Recently, the Heartbleed of this security loophole in the heart bleeds frequently in the eyes of internet users, and heart bleeds "will continue to threaten Internet security for many years, and its vestiges may remain forever." This security loophole again to the Internet security sounded the alarm. This has brought us back to a cliché: is cloud computing really safe?
There is no doubt that the NSA, WikiLeaks, cybercrime and hackers are all trying to get your data and use your data. The existing technology has not really been absolutely safe, and most of the user data still have exposure risk. Although businesses and government departments are trying to improve cloud security and strengthen data protection measures, problems still occur. Let's look at the security risks of cloud computing.
Data center
Recently, understand that SMEs should be in the cloud for accounting work. While we've found a bunch of good reasons, the nature of cloud computing requires someone else to look after your information and be in an offline datacenter.
So the host administrator has complete control over your information. They need to be responsible for all updates and have access to your data. More importantly, they cannot protect your data as rigorously and vigorously as you do with your local data center. Must be carefully chosen for the managed service.
Legal liability
As hackers and cybercrime become more and more rampant, we look at the occurrence of data disclosure incidents more and more frequently. These leaks tend to lead to massive data loss, and in a world of perfect laws and regulations, the loss of data can lead to lawsuits and extended court cases.
The company is directly responsible for the unsound or lack of privacy protection.

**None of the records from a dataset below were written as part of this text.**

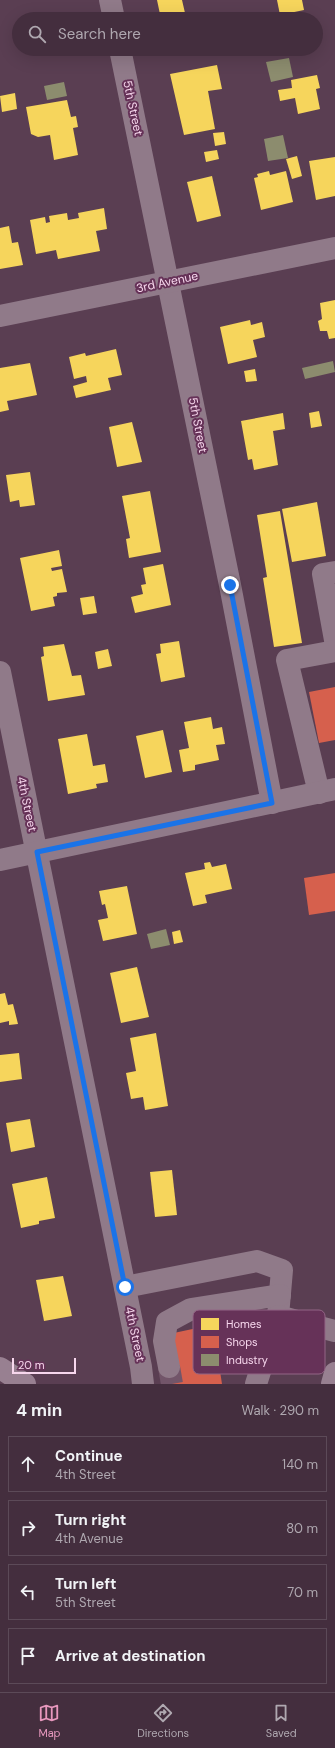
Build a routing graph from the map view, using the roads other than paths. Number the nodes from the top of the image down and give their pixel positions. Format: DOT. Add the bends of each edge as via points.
graph roads {
  1 [pos="110,0"];
  2 [pos="113,12"];
  3 [pos="121,56"];
  4 [pos="335,248"];
  5 [pos="169,281"];
  6 [pos="0,316"];
  7 [pos="335,572"];
  8 [pos="335,640"];
  9 [pos="335,651"];
  10 [pos="0,672"];
  11 [pos="327,791"];
  12 [pos="272,803"];
  13 [pos="37,852"];
  14 [pos="0,860"];
  15 [pos="125,1287"];
  16 [pos="279,1306"];
  17 [pos="278,1310"];
  18 [pos="288,1310"];
  19 [pos="325,1327"];
  20 [pos="335,1331"];
  21 [pos="169,1367"];
  22 [pos="0,1368"];
  23 [pos="335,1373"];
  24 [pos="259,1374"];
  25 [pos="25,1384"];
  26 [pos="143,1384"];
  27 [pos="256,1384"];
  28 [pos="332,1384"];
  1 -- 2 [label="street"];
  3 -- 5 [label="street, 5th Street"];
  4 -- 5 [label="street, 3rd Avenue"];
  5 -- 6 [label="street, 3rd Avenue"];
  5 -- 12 [label="street, 5th Street"];
  7 -- 8 [label="street" via="323,574"];
  9 -- 11 [label="street" via="287,660"];
  10 -- 13 [label="street, 4th Street"];
  11 -- 12 [label="street"];
  12 -- 13 [label="street"];
  13 -- 14 [label="street"];
  13 -- 15 [label="street, 4th Street"];
  15 -- 16 [label="street" via="257,1261 282,1270"];
  15 -- 26 [label="street, 4th Street"];
  16 -- 17 [label="street"];
  16 -- 18 [label="street"];
  16 -- 21 [label="street" via="191,1310 167,1322 164,1341"];
  19 -- 20 [label="street"];
  22 -- 25 [label="main road"];
  23 -- 28 [label="main road"];
  24 -- 27 [label="street"];
}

While the implementation of these measures is undoubtedly expensive, the court's protracted battle is more expensive. So the company's own safety and security is essential.
Internal threats
Although small and medium-sized enterprises have fewer problems, the threat from internal staff to steal corporate data is indeed a danger to large enterprises. Some of the recent security vulnerabilities have been caused by internal negligence, including Vodafone's violation of 2 million of clients ' bank data, and now notorious for the theft of data by the NSA.
In all two cases, individuals stole the data and were granted access by privileged users. Once an enterprise employee gets access to the company cloud, everything can be extracted from customer data to confidential information and intellectual property.
The threat is not over. Small businesses that do not have adequate security measures, and because of the resentment of former employees, the entire organization's cloud data are likely to be deleted-a move that would have disastrous consequences for corporate customers and reputations.